(Saved entries)
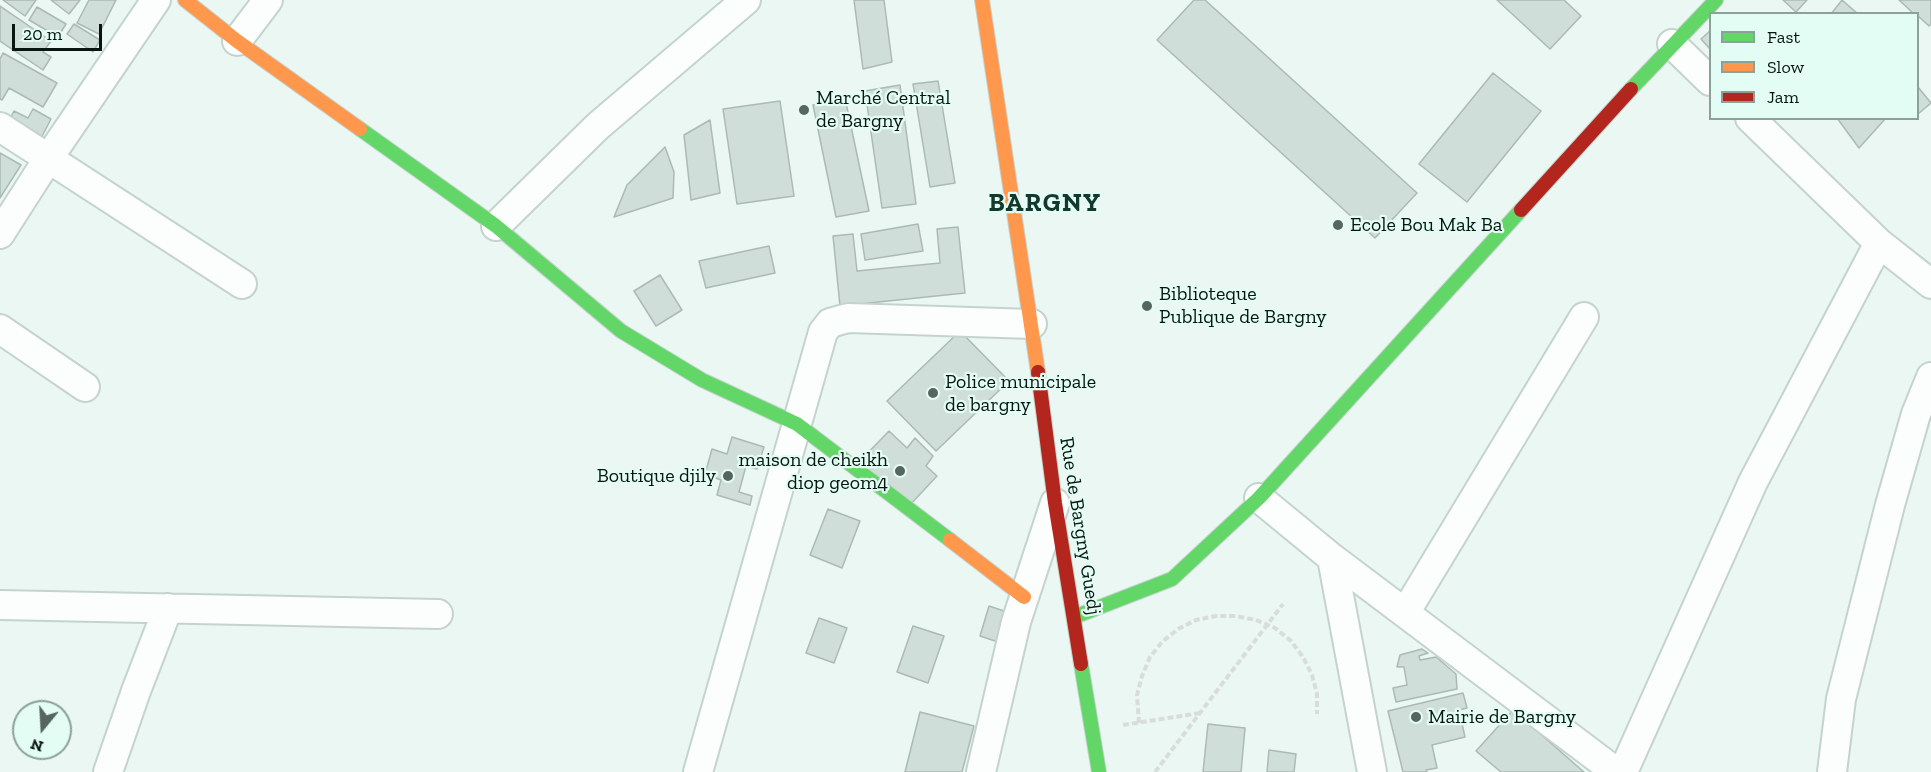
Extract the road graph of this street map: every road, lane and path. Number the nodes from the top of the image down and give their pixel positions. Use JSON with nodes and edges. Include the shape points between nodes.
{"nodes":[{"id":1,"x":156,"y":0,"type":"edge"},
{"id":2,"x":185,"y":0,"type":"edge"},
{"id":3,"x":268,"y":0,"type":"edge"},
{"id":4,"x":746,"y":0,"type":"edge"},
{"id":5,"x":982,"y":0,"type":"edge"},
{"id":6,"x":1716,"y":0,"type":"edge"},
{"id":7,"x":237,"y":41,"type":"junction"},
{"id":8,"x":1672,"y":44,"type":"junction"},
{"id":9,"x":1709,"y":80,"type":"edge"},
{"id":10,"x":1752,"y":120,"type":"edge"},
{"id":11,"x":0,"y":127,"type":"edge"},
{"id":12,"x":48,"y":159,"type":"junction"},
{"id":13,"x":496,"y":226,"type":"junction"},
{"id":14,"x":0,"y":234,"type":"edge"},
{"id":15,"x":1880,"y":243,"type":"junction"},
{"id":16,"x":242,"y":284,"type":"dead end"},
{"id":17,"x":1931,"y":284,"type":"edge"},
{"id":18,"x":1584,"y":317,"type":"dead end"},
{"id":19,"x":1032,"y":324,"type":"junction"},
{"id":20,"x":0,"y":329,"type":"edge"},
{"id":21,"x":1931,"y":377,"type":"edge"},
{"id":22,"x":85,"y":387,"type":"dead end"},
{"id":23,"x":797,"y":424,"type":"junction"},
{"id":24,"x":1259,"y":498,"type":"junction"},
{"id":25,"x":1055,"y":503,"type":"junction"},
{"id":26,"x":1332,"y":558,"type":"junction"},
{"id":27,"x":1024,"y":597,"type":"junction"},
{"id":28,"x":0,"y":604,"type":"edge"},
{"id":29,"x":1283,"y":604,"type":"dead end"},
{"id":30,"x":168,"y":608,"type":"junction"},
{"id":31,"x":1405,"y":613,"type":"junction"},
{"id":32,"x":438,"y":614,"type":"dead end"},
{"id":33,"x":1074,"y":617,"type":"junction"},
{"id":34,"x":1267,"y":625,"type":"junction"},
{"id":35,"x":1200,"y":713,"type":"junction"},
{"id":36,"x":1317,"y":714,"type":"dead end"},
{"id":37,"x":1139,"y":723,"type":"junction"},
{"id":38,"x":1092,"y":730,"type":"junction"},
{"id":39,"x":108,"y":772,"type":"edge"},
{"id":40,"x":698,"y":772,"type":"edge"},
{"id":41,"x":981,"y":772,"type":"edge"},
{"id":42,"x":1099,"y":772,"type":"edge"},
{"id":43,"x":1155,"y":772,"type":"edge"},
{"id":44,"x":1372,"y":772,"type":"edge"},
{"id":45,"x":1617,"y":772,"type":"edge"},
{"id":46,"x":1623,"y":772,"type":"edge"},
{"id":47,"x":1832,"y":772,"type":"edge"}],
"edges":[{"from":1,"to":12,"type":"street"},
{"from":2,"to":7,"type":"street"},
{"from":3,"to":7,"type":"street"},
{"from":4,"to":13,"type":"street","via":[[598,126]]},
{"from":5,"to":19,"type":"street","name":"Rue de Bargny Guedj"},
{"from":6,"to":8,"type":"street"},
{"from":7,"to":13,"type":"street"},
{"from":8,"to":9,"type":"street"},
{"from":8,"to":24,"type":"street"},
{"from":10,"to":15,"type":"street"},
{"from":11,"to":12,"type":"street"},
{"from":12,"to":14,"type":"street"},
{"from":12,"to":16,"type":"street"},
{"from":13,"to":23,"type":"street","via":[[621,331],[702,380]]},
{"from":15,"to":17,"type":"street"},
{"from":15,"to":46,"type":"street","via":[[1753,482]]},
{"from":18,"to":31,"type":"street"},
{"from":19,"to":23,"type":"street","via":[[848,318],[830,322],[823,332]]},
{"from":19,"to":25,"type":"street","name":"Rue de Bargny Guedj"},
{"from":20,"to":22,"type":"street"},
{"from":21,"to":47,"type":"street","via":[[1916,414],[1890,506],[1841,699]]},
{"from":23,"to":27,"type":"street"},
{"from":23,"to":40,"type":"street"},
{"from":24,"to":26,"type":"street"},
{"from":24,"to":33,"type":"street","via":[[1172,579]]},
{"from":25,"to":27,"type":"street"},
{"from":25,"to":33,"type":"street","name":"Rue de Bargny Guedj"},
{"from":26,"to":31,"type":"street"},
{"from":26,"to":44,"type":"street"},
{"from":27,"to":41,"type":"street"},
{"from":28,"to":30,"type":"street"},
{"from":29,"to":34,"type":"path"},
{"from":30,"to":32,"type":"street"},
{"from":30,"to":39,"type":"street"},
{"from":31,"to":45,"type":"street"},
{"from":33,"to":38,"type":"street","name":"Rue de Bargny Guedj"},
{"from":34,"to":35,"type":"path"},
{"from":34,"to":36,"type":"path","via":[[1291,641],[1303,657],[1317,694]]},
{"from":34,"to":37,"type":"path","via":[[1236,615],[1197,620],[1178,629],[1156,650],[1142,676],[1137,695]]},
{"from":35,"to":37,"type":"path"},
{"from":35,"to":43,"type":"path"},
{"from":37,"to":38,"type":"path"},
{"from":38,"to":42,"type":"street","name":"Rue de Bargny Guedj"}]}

### PROBLEM STATEMENT
The records above are to be restated exactly, with all pictures omitted.

### SOLUTION FOR THIS EXERCISE
Extract the road graph of this street map: every road, lane and path. Number the nodes from the top of the image down and give their pixel positions. Use JSON with nodes and edges. Include the shape points between nodes.
{"nodes":[{"id":1,"x":156,"y":0,"type":"edge"},
{"id":2,"x":185,"y":0,"type":"edge"},
{"id":3,"x":268,"y":0,"type":"edge"},
{"id":4,"x":746,"y":0,"type":"edge"},
{"id":5,"x":982,"y":0,"type":"edge"},
{"id":6,"x":1716,"y":0,"type":"edge"},
{"id":7,"x":237,"y":41,"type":"junction"},
{"id":8,"x":1672,"y":44,"type":"junction"},
{"id":9,"x":1709,"y":80,"type":"edge"},
{"id":10,"x":1752,"y":120,"type":"edge"},
{"id":11,"x":0,"y":127,"type":"edge"},
{"id":12,"x":48,"y":159,"type":"junction"},
{"id":13,"x":496,"y":226,"type":"junction"},
{"id":14,"x":0,"y":234,"type":"edge"},
{"id":15,"x":1880,"y":243,"type":"junction"},
{"id":16,"x":242,"y":284,"type":"dead end"},
{"id":17,"x":1931,"y":284,"type":"edge"},
{"id":18,"x":1584,"y":317,"type":"dead end"},
{"id":19,"x":1032,"y":324,"type":"junction"},
{"id":20,"x":0,"y":329,"type":"edge"},
{"id":21,"x":1931,"y":377,"type":"edge"},
{"id":22,"x":85,"y":387,"type":"dead end"},
{"id":23,"x":797,"y":424,"type":"junction"},
{"id":24,"x":1259,"y":498,"type":"junction"},
{"id":25,"x":1055,"y":503,"type":"junction"},
{"id":26,"x":1332,"y":558,"type":"junction"},
{"id":27,"x":1024,"y":597,"type":"junction"},
{"id":28,"x":0,"y":604,"type":"edge"},
{"id":29,"x":1283,"y":604,"type":"dead end"},
{"id":30,"x":168,"y":608,"type":"junction"},
{"id":31,"x":1405,"y":613,"type":"junction"},
{"id":32,"x":438,"y":614,"type":"dead end"},
{"id":33,"x":1074,"y":617,"type":"junction"},
{"id":34,"x":1267,"y":625,"type":"junction"},
{"id":35,"x":1200,"y":713,"type":"junction"},
{"id":36,"x":1317,"y":714,"type":"dead end"},
{"id":37,"x":1139,"y":723,"type":"junction"},
{"id":38,"x":1092,"y":730,"type":"junction"},
{"id":39,"x":108,"y":772,"type":"edge"},
{"id":40,"x":698,"y":772,"type":"edge"},
{"id":41,"x":981,"y":772,"type":"edge"},
{"id":42,"x":1099,"y":772,"type":"edge"},
{"id":43,"x":1155,"y":772,"type":"edge"},
{"id":44,"x":1372,"y":772,"type":"edge"},
{"id":45,"x":1617,"y":772,"type":"edge"},
{"id":46,"x":1623,"y":772,"type":"edge"},
{"id":47,"x":1832,"y":772,"type":"edge"}],
"edges":[{"from":1,"to":12,"type":"street"},
{"from":2,"to":7,"type":"street"},
{"from":3,"to":7,"type":"street"},
{"from":4,"to":13,"type":"street","via":[[598,126]]},
{"from":5,"to":19,"type":"street","name":"Rue de Bargny Guedj"},
{"from":6,"to":8,"type":"street"},
{"from":7,"to":13,"type":"street"},
{"from":8,"to":9,"type":"street"},
{"from":8,"to":24,"type":"street"},
{"from":10,"to":15,"type":"street"},
{"from":11,"to":12,"type":"street"},
{"from":12,"to":14,"type":"street"},
{"from":12,"to":16,"type":"street"},
{"from":13,"to":23,"type":"street","via":[[621,331],[702,380]]},
{"from":15,"to":17,"type":"street"},
{"from":15,"to":46,"type":"street","via":[[1753,482]]},
{"from":18,"to":31,"type":"street"},
{"from":19,"to":23,"type":"street","via":[[848,318],[830,322],[823,332]]},
{"from":19,"to":25,"type":"street","name":"Rue de Bargny Guedj"},
{"from":20,"to":22,"type":"street"},
{"from":21,"to":47,"type":"street","via":[[1916,414],[1890,506],[1841,699]]},
{"from":23,"to":27,"type":"street"},
{"from":23,"to":40,"type":"street"},
{"from":24,"to":26,"type":"street"},
{"from":24,"to":33,"type":"street","via":[[1172,579]]},
{"from":25,"to":27,"type":"street"},
{"from":25,"to":33,"type":"street","name":"Rue de Bargny Guedj"},
{"from":26,"to":31,"type":"street"},
{"from":26,"to":44,"type":"street"},
{"from":27,"to":41,"type":"street"},
{"from":28,"to":30,"type":"street"},
{"from":29,"to":34,"type":"path"},
{"from":30,"to":32,"type":"street"},
{"from":30,"to":39,"type":"street"},
{"from":31,"to":45,"type":"street"},
{"from":33,"to":38,"type":"street","name":"Rue de Bargny Guedj"},
{"from":34,"to":35,"type":"path"},
{"from":34,"to":36,"type":"path","via":[[1291,641],[1303,657],[1317,694]]},
{"from":34,"to":37,"type":"path","via":[[1236,615],[1197,620],[1178,629],[1156,650],[1142,676],[1137,695]]},
{"from":35,"to":37,"type":"path"},
{"from":35,"to":43,"type":"path"},
{"from":37,"to":38,"type":"path"},
{"from":38,"to":42,"type":"street","name":"Rue de Bargny Guedj"}]}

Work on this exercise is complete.